__WORK ITEM__
Only a number is expected in reply: the number of lines below that include the word "Avenue".

__DATA SUPPLIED__
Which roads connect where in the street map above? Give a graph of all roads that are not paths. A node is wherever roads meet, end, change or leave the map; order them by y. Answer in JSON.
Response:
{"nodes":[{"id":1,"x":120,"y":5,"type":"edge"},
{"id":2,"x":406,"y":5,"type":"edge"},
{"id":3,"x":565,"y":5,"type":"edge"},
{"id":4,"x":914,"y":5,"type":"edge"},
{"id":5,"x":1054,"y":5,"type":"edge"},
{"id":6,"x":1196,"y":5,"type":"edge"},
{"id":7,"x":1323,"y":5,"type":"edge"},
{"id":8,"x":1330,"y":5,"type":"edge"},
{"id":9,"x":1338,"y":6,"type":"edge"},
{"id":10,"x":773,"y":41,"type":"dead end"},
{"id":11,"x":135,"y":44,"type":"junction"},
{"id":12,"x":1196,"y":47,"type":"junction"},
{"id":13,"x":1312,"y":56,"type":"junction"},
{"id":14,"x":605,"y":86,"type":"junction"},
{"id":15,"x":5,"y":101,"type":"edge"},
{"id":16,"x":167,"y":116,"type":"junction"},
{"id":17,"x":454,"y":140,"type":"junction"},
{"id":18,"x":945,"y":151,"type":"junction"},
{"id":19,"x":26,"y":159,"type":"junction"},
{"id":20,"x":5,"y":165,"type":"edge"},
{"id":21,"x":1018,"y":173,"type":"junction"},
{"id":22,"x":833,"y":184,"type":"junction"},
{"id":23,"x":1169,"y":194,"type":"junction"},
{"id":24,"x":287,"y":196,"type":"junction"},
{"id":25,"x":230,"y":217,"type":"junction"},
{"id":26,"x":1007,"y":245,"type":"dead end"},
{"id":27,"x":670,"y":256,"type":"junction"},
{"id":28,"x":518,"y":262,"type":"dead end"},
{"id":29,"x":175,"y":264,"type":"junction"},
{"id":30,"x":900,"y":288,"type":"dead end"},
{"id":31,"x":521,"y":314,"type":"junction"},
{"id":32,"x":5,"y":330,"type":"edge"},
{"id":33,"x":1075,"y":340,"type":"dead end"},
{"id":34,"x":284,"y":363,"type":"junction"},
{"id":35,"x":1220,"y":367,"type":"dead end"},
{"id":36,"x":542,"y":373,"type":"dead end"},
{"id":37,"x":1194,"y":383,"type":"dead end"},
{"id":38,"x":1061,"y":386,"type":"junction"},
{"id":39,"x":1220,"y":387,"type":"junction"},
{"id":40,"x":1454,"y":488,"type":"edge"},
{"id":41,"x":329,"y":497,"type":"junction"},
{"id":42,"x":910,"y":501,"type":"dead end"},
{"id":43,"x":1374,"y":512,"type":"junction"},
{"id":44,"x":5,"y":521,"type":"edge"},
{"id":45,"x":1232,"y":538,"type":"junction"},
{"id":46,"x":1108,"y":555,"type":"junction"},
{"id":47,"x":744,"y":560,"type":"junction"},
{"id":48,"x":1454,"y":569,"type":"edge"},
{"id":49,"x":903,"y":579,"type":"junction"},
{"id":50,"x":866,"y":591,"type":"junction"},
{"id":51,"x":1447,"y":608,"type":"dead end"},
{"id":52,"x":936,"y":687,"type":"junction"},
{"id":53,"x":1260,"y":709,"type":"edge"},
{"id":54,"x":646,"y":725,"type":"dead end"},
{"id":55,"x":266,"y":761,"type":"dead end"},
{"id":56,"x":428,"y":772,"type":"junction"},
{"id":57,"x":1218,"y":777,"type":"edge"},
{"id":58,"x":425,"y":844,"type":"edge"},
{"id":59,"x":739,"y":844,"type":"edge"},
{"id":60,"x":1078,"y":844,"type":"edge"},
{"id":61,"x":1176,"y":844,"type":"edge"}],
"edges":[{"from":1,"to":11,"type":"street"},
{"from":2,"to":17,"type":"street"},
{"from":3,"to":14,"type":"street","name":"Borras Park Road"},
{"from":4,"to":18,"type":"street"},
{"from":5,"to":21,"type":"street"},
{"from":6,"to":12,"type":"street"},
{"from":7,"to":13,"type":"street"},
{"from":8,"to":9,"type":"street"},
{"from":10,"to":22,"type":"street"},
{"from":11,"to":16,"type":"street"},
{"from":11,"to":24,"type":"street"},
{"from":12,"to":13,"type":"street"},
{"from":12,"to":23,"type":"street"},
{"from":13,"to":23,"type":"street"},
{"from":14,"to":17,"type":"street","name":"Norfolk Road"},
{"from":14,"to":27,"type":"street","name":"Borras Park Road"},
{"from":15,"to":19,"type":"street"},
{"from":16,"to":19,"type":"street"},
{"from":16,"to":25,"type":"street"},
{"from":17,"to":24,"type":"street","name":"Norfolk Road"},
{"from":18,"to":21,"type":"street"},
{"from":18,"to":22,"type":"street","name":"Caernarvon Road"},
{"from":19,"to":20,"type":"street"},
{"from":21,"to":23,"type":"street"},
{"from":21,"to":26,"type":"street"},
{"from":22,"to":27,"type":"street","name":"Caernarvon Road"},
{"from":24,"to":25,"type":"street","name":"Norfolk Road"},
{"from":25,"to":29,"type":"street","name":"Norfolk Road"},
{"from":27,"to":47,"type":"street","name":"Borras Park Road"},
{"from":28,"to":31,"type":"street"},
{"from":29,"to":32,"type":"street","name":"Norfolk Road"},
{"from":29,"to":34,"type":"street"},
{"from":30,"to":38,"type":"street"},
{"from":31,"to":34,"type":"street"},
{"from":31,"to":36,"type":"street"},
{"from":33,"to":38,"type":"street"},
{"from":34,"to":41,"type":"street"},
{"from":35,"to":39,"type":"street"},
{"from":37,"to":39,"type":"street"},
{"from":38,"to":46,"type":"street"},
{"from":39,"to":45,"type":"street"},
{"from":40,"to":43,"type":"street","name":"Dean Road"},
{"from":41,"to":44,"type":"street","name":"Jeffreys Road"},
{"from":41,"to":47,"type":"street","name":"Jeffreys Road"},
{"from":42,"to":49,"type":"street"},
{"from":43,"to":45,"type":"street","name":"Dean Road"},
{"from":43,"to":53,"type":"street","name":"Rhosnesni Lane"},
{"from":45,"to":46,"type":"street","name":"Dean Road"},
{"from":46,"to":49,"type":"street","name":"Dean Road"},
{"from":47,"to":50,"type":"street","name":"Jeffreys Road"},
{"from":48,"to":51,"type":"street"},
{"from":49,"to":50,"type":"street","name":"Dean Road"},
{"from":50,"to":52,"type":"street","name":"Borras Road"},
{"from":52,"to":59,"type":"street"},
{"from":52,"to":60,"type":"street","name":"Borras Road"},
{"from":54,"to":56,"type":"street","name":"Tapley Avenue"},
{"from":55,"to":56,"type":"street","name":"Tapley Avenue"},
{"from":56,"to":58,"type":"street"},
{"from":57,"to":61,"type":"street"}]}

__WRITTEN SOLUTION__
2